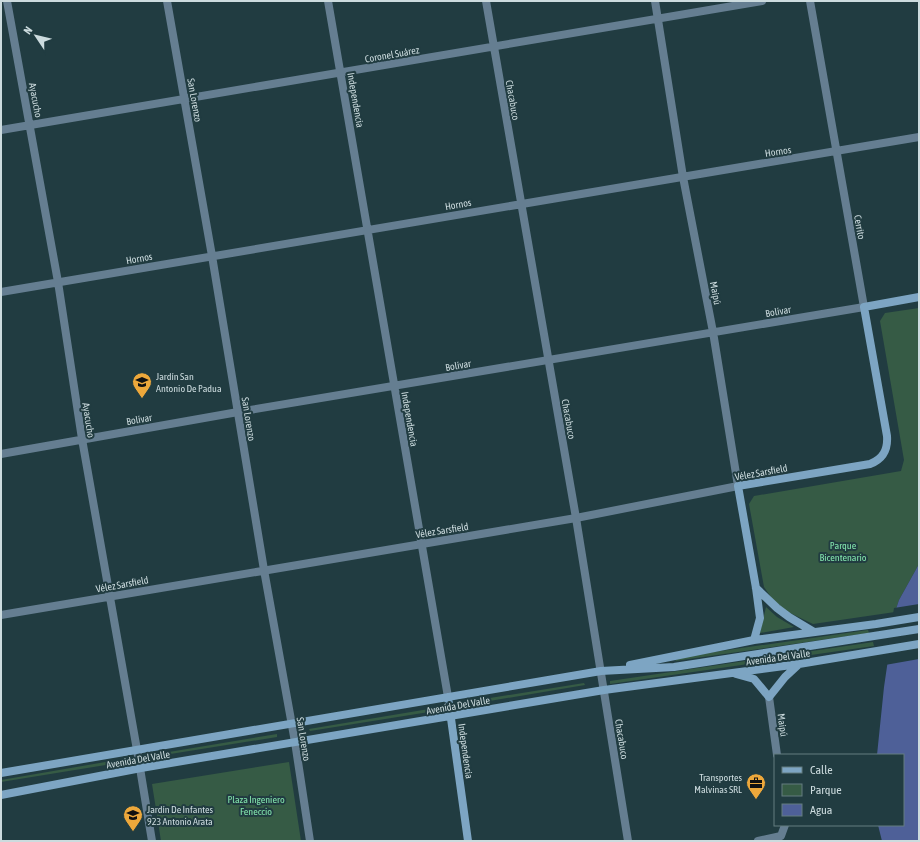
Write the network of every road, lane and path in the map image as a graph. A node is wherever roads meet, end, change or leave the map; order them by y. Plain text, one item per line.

==

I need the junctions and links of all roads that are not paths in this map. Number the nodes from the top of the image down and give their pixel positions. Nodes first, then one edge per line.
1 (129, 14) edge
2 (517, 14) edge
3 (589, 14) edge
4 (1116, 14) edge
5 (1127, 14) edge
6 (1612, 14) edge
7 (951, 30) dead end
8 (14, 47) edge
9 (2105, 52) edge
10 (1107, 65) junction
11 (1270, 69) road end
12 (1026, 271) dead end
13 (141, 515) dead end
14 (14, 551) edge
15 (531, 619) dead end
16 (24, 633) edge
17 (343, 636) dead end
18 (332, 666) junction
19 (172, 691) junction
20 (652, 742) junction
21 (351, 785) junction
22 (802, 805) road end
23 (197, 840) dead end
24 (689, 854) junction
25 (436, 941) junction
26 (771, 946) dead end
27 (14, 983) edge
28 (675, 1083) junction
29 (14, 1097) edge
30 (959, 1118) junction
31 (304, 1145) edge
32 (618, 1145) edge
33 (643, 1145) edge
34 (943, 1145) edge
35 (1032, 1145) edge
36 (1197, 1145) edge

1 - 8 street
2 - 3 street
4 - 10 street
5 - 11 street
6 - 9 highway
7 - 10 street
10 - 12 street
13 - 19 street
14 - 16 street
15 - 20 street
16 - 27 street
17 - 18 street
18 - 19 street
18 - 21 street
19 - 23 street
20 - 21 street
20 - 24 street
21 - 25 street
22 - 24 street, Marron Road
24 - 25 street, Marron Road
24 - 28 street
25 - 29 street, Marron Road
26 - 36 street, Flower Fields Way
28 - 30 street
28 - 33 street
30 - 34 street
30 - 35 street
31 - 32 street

==

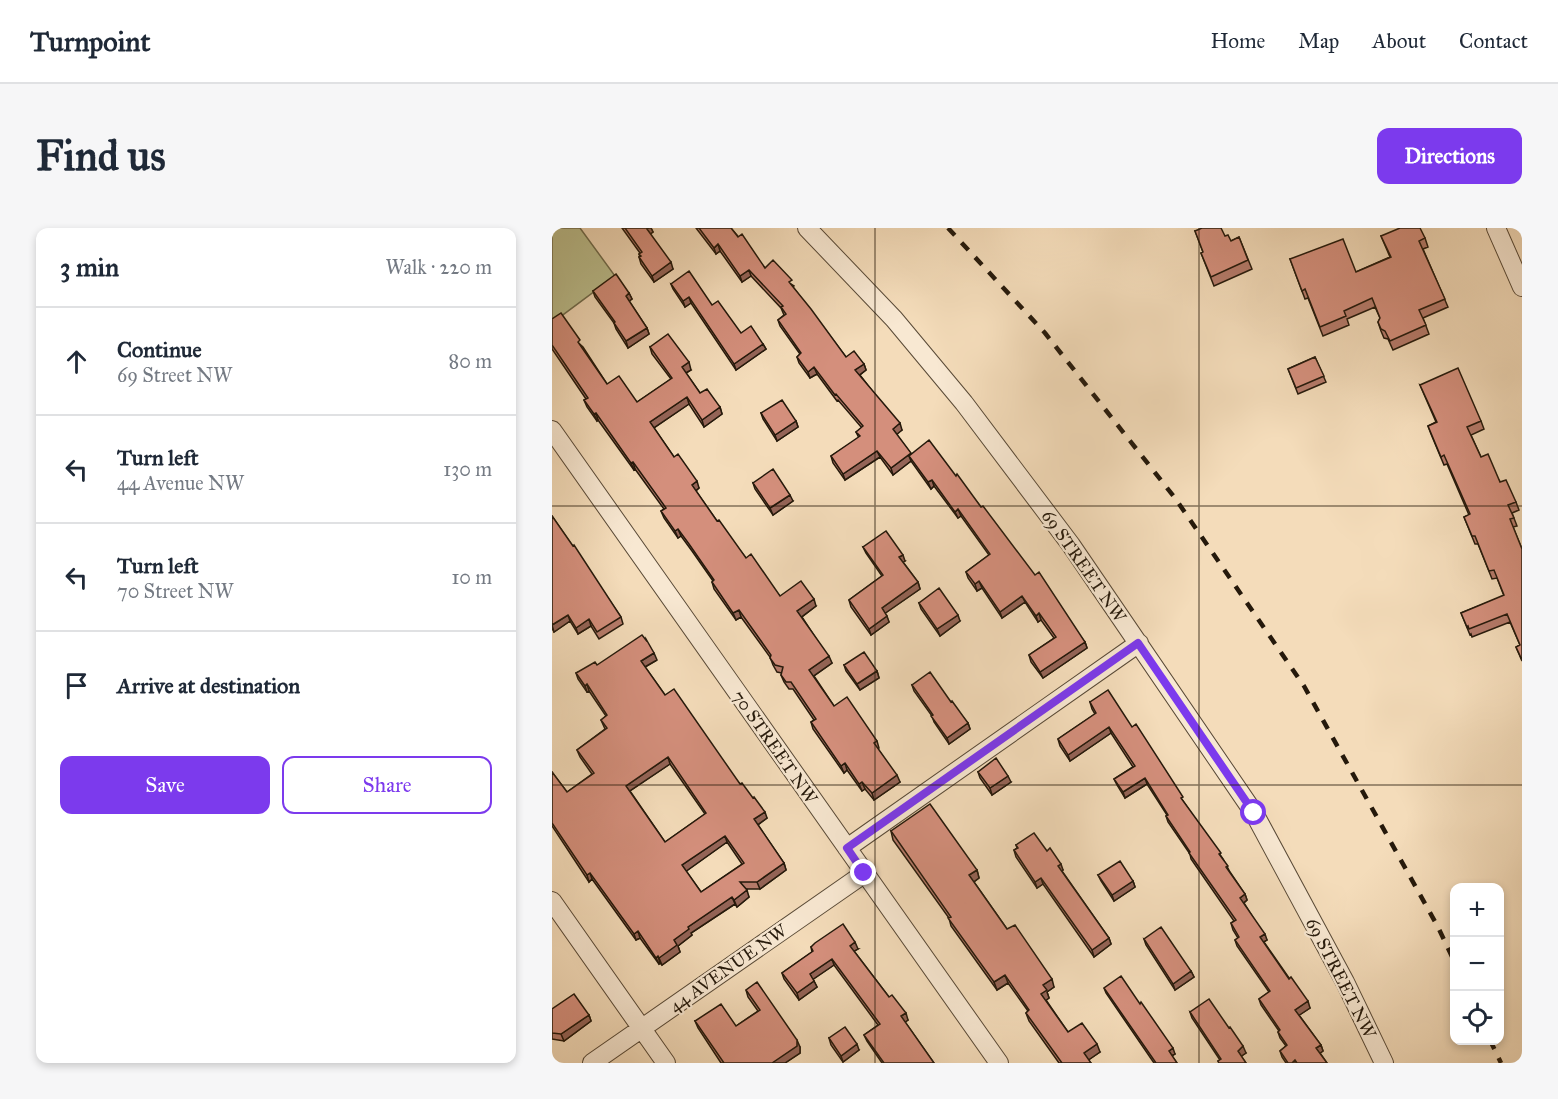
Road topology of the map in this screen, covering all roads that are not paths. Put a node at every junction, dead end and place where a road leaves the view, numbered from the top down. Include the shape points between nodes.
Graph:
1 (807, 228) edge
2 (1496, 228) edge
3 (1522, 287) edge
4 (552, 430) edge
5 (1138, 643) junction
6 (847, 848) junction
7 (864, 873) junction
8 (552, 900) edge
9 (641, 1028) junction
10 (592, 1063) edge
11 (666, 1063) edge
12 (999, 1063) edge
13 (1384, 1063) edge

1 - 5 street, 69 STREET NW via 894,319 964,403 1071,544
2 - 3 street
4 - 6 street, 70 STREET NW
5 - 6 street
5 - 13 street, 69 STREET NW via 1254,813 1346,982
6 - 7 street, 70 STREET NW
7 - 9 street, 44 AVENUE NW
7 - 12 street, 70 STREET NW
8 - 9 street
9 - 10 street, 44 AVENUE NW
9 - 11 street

**What is expected**
Only lines that contain "every" are needed, so copy each of them from the data.

**Result below**
Write the network of every road, lane and path in the map image as a graph. A node is wherever roads meet, end, change or leave the map; order them by y. Plain text, one item per line.
Road topology of the map in this screen, covering all roads that are not paths. Put a node at every junction, dead end and place where a road leaves the view, numbered from the top down. Include the shape points between nodes.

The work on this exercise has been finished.